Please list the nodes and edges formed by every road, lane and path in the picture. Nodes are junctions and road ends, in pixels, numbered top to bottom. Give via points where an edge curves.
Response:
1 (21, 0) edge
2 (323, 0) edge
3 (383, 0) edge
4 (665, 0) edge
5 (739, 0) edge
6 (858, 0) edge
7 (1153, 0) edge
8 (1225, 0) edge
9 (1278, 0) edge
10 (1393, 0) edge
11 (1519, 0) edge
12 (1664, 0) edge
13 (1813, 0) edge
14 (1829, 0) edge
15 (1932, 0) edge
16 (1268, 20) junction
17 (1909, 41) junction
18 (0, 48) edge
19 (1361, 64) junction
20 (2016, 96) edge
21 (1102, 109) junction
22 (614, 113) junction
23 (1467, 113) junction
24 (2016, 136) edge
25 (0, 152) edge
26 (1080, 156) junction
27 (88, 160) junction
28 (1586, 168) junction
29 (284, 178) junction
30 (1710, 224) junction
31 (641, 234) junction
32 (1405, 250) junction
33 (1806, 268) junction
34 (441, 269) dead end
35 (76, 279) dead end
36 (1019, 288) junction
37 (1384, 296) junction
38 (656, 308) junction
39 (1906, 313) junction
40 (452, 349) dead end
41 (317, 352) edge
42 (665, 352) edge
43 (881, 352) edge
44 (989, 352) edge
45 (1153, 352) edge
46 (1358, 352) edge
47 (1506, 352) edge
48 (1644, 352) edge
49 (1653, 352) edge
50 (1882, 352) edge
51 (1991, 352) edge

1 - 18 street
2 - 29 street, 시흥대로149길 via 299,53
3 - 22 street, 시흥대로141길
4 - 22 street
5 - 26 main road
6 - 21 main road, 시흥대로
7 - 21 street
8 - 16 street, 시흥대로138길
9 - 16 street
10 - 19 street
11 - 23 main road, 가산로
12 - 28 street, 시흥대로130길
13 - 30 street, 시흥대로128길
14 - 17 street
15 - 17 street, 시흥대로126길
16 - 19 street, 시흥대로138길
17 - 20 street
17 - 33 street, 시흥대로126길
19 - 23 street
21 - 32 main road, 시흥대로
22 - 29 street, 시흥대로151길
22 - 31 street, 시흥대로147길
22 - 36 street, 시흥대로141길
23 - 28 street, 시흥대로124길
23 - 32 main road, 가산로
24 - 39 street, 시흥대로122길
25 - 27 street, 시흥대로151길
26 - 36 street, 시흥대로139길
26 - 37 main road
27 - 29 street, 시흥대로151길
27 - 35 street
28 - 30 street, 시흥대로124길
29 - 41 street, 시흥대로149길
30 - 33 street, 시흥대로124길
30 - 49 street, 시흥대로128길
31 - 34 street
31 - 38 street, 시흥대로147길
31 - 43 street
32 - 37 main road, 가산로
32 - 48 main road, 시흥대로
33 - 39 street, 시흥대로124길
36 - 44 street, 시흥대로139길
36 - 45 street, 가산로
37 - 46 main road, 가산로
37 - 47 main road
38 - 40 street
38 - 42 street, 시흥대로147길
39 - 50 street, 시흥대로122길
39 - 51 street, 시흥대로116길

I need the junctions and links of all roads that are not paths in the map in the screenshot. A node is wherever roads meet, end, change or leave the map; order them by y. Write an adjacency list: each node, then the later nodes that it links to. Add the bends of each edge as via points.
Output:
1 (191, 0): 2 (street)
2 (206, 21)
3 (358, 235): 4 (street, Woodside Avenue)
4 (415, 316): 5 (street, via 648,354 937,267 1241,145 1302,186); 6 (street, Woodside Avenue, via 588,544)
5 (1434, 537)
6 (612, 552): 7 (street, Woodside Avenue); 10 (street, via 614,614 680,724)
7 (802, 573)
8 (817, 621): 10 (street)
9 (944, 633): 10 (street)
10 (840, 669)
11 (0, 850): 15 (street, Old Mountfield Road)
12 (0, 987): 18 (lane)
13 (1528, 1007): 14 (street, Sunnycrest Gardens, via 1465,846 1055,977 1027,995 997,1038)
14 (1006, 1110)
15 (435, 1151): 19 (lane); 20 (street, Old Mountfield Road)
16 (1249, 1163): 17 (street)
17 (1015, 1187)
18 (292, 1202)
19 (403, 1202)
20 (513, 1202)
--- --- ---
**TO DO**
Output each line of the listing above that has "points".

**TASK RESULT**
Please list the nodes and edges formed by every road, lane and path in the picture. Nodes are junctions and road ends, in pixels, numbered top to bottom. Give via points where an edge curves.
I need the junctions and links of all roads that are not paths in the map in the screenshot. A node is wherever roads meet, end, change or leave the map; order them by y. Write an adjacency list: each node, then the later nodes that it links to. Add the bends of each edge as via points.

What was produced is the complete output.